Otto Lara Rezende

Otto Lara Rezende foi um dos grandes jornalistas da imprensa brasileira. Escritor e membro da Academia Brasileira de Letras, ele assina, na edição de hoje, a crônica Vista cansada. Era um homem extremamente apegado à família: a esposa e quatro filhos. É dele esta frase:

"Como pai, me considero, modéstia à parte, uma mãe exemplar".

Certa vez, foi chamado pelo amigo Magalhães Pinto, governador de Minas Gerais, para redigir uma declaração que esclarecesse a posição do governador em relação à posse do vice-presidente João Goulart, o Jango. Consta desse documento uma pérola de exemplo da posição "em cima do muro" escrita por Otto: "Minas está onde sempre esteve".

Seria chamado novamente, em 1964, pelo governador  mineiro, para escrever uma carta a João Goulart alertando-o dos riscos da agitação no campo. Dias depois, no Rio, sem saber de nada, João Pinheiro Neto, ministro de Jango, solicita a Otto o favor de escrever uma carta em resposta àquela que Jango havia recebido do governador de Minas Gerais. Como se vê, a carta inicial e a resposta foram redigidas por Otto Lara Rezende.

Não é possível continuar escrevendo a respeito dele. Otto é inesgotável. Então, vamos à crônica:


Vista cansada

Acho que foi o Hemingway quem disse que olhava cada coisa à sua volta como se a visse pela última vez. Pela última ou pela primeira vez? Pela primeira vez foi outro escritor quem disse. Essa ideia de olhar pela última vez tem algo de deprimente. Olhar de despedida, de quem não crê que a vida continua, não admira que o Hemingway tenha acabado como acabou. Suicidou-se (grifo meu).


Se eu morrer, morre comigo um certo modo de ver, disse o poeta. Um poeta é só isto: um certo modo de ver. O diabo é que, de tanto ver, a gente banaliza o olhar. Vê não vendo. Experimente ver pela primeira vez o que você vê todo dia, sem ver. Parece fácil, mas não é.
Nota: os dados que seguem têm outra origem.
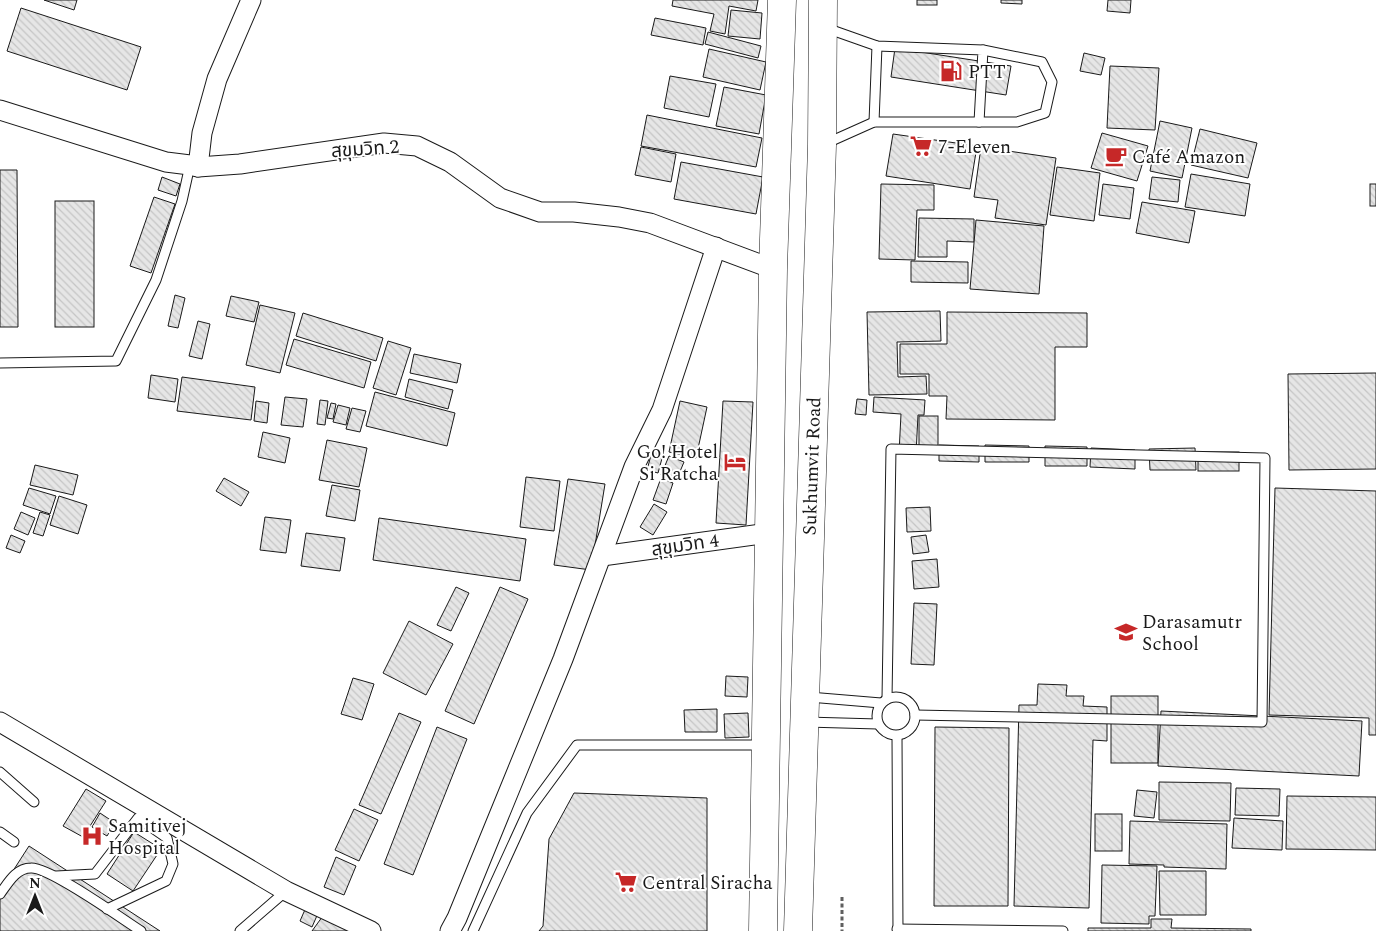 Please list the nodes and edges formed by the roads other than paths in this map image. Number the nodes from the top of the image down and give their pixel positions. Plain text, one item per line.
1 (251, 0) edge
2 (782, 0) edge
3 (823, 0) edge
4 (822, 27) junction
5 (877, 46) junction
6 (983, 50) junction
7 (0, 110) edge
8 (874, 122) junction
9 (979, 122) junction
10 (822, 145) junction
11 (194, 166) junction
12 (716, 247) junction
13 (773, 269) junction
14 (0, 363) edge
15 (768, 533) junction
16 (602, 556) junction
17 (884, 701) junction
18 (803, 709) junction
19 (915, 715) junction
20 (0, 722) edge
21 (878, 724) junction
22 (897, 736) junction
23 (766, 746) junction
24 (0, 772) edge
25 (34, 802) dead end
26 (0, 832) edge
27 (14, 842) dead end
28 (56, 876) junction
29 (286, 892) junction
30 (0, 894) edge
31 (107, 909) junction
32 (897, 930) edge
33 (141, 931) edge
34 (240, 931) edge
35 (371, 931) edge
36 (450, 931) edge
37 (472, 931) edge
38 (763, 931) edge
39 (798, 931) edge
40 (1063, 931) edge

1 - 11 street
2 - 13 highway
3 - 4 highway, Sukhumvit Road
4 - 5 lane
4 - 10 highway, Sukhumvit Road
5 - 6 lane
5 - 8 lane
6 - 9 lane
6 - 9 lane
7 - 11 street, สุขุมวิท 2
8 - 9 lane
8 - 10 lane
10 - 18 highway, Sukhumvit Road
11 - 12 street, สุขุมวิท 2
11 - 14 lane
12 - 13 street, สุขุมวิท 2
12 - 16 street
13 - 15 highway
15 - 16 street, สุขุมวิท 4
15 - 23 highway
16 - 36 street
17 - 18 lane
17 - 19 lane
17 - 19 lane
17 - 21 lane
18 - 21 lane
18 - 39 highway, Sukhumvit Road
19 - 22 lane
20 - 29 street
21 - 22 lane
22 - 32 lane
23 - 37 lane
23 - 38 highway
24 - 25 lane
26 - 27 lane
28 - 30 lane
28 - 31 lane
28 - 31 lane
29 - 34 lane
29 - 35 street
31 - 33 lane
32 - 40 lane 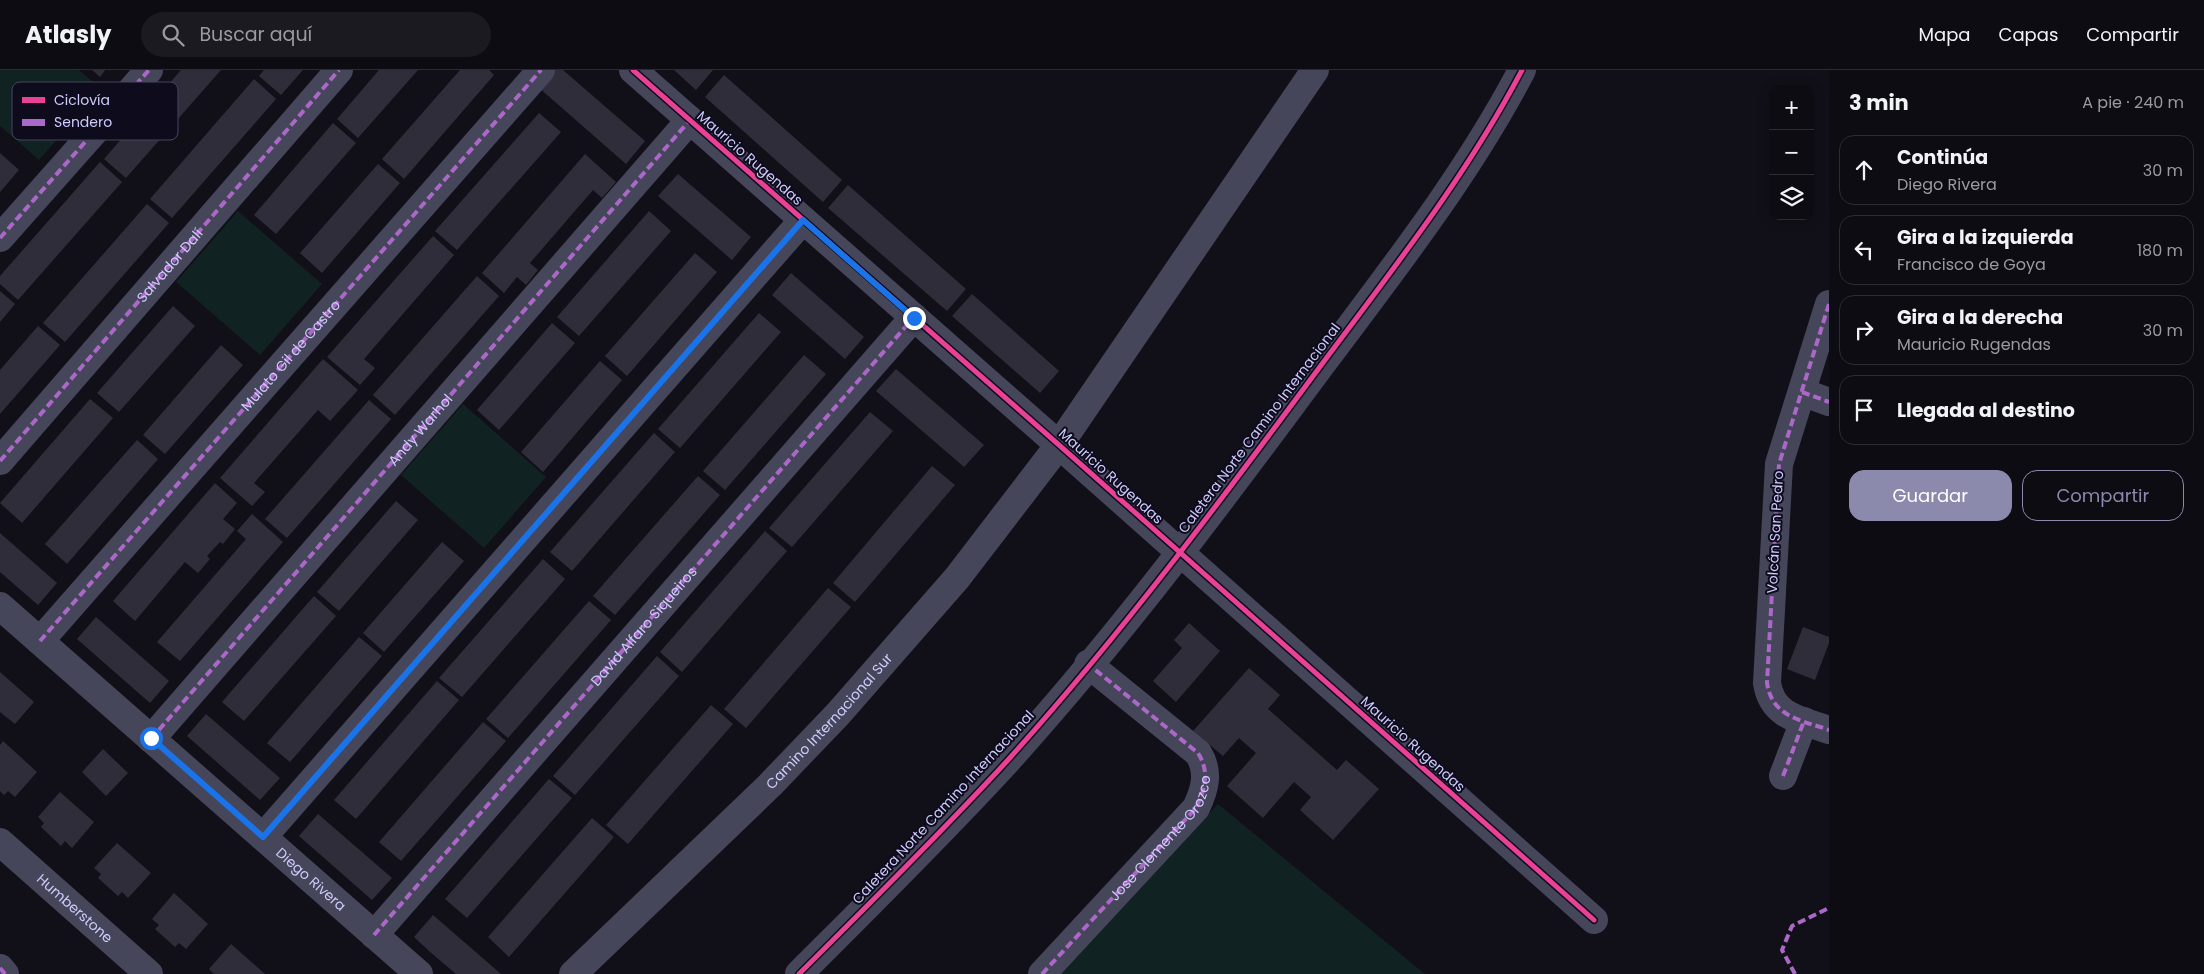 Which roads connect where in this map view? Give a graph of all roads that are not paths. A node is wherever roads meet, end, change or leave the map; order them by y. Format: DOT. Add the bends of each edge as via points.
graph roads {
  1 [pos="149,70"];
  2 [pos="339,70"];
  3 [pos="541,70"];
  4 [pos="633,70"];
  5 [pos="1315,70"];
  6 [pos="1522,70"];
  7 [pos="138,82"];
  8 [pos="690,120"];
  9 [pos="87,140"];
  10 [pos="803,220"];
  11 [pos="0,238"];
  12 [pos="1829,304"];
  13 [pos="914,318"];
  14 [pos="1802,392"];
  15 [pos="1829,402"];
  16 [pos="1059,445"];
  17 [pos="0,461"];
  18 [pos="1180,552"];
  19 [pos="0,606"];
  20 [pos="40,641"];
  21 [pos="1088,664"];
  22 [pos="1804,721"];
  23 [pos="1829,730"];
  24 [pos="151,738"];
  25 [pos="1783,776"];
  26 [pos="263,837"];
  27 [pos="0,842"];
  28 [pos="1594,920"];
  29 [pos="374,935"];
  30 [pos="0,968"];
  31 [pos="5,974"];
  32 [pos="149,974"];
  33 [pos="419,974"];
  34 [pos="574,974"];
  35 [pos="799,974"];
  36 [pos="1042,974"];
  1 -- 7 [label="street"];
  2 -- 17 [label="street, Salvador Dalí"];
  3 -- 20 [label="street, Mulato Gil de Castro"];
  4 -- 8 [label="street, Mauricio Rugendas"];
  5 -- 16 [label="street, Camino Internacional Sur"];
  6 -- 18 [label="street, Caletera Norte Camino Internacional" via="1446,196"];
  8 -- 10 [label="street, Mauricio Rugendas"];
  8 -- 24 [label="street, Andy Warhol"];
  9 -- 11 [label="street"];
  10 -- 13 [label="street, Mauricio Rugendas"];
  10 -- 26 [label="street"];
  12 -- 14 [label="street, Volcán San Pedro"];
  13 -- 16 [label="street, Mauricio Rugendas"];
  13 -- 29 [label="street, David Alfaro Siqueiros"];
  14 -- 15 [label="street"];
  14 -- 22 [label="street, Volcán San Pedro" via="1779,464 1767,683 1769,694 1779,710"];
  16 -- 18 [label="street, Mauricio Rugendas"];
  16 -- 34 [label="street, Camino Internacional Sur" via="951,584 838,714 770,785"];
  18 -- 21 [label="street, Caletera Norte Camino Internacional"];
  18 -- 28 [label="street, Mauricio Rugendas"];
  19 -- 20 [label="street, Diego Rivera"];
  20 -- 24 [label="street, Diego Rivera"];
  21 -- 35 [label="street, Caletera Norte Camino Internacional" via="1001,767"];
  21 -- 36 [label="street, Jose Clemente Orozco" via="1198,753 1204,762 1205,783 1196,808"];
  22 -- 23 [label="street, Volcán San Pedro"];
  22 -- 25 [label="street"];
  24 -- 26 [label="street, Diego Rivera"];
  26 -- 29 [label="street, Diego Rivera"];
  27 -- 32 [label="street, Humberstone"];
  29 -- 33 [label="street, Diego Rivera"];
  30 -- 31 [label="street"];
}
O que nos cerca, o que nos é familiar, já não desperta curiosidade. O campo visual da nossa rotina é como um vazio.


Você sai todo dia, por exemplo, pela mesma porta. Se alguém lhe perguntar o que é que você vê no seu caminho, você não sabe. De tanto ver, você não vê. Sei de um profissional que passou 32 anos a fio pelo mesmo hall do prédio do seu escritório. Lá estava sempre, pontualíssimo, o mesmo porteiro. Dava-lhe bom-dia e às vezes lhe passava um recado ou uma correspondência. Um dia o porteiro cometeu a descortesia de falecer.


Como era ele? Sua cara? Sua voz? Como se vestia? Não fazia a mínima ideia. Em 32 anos, nunca o viu. Para ser notado, o porteiro teve que morrer. Se um dia no seu lugar estivesse uma girafa, cumprindo o rito, pode ser também que ninguém desse por sua ausência. O hábito suja os olhos e lhes baixa a voltagem. Mas há sempre o que ver. Gente, coisas, 

bichos. E vemos? Não, não vemos.

Uma criança vê o que o adulto não vê. Tem olhos atentos e limpos para o espetáculo do mundo. O poeta é capaz de ver pela primeira vez o que, de fato, ninguém vê. Há pai que nunca viu o próprio filho. Marido que nunca viu a própria mulher, isso existe às pampas. Nossos olhos se gastam no dia-a-dia, opacos. É por aí que se instala no coração o monstro da indiferença.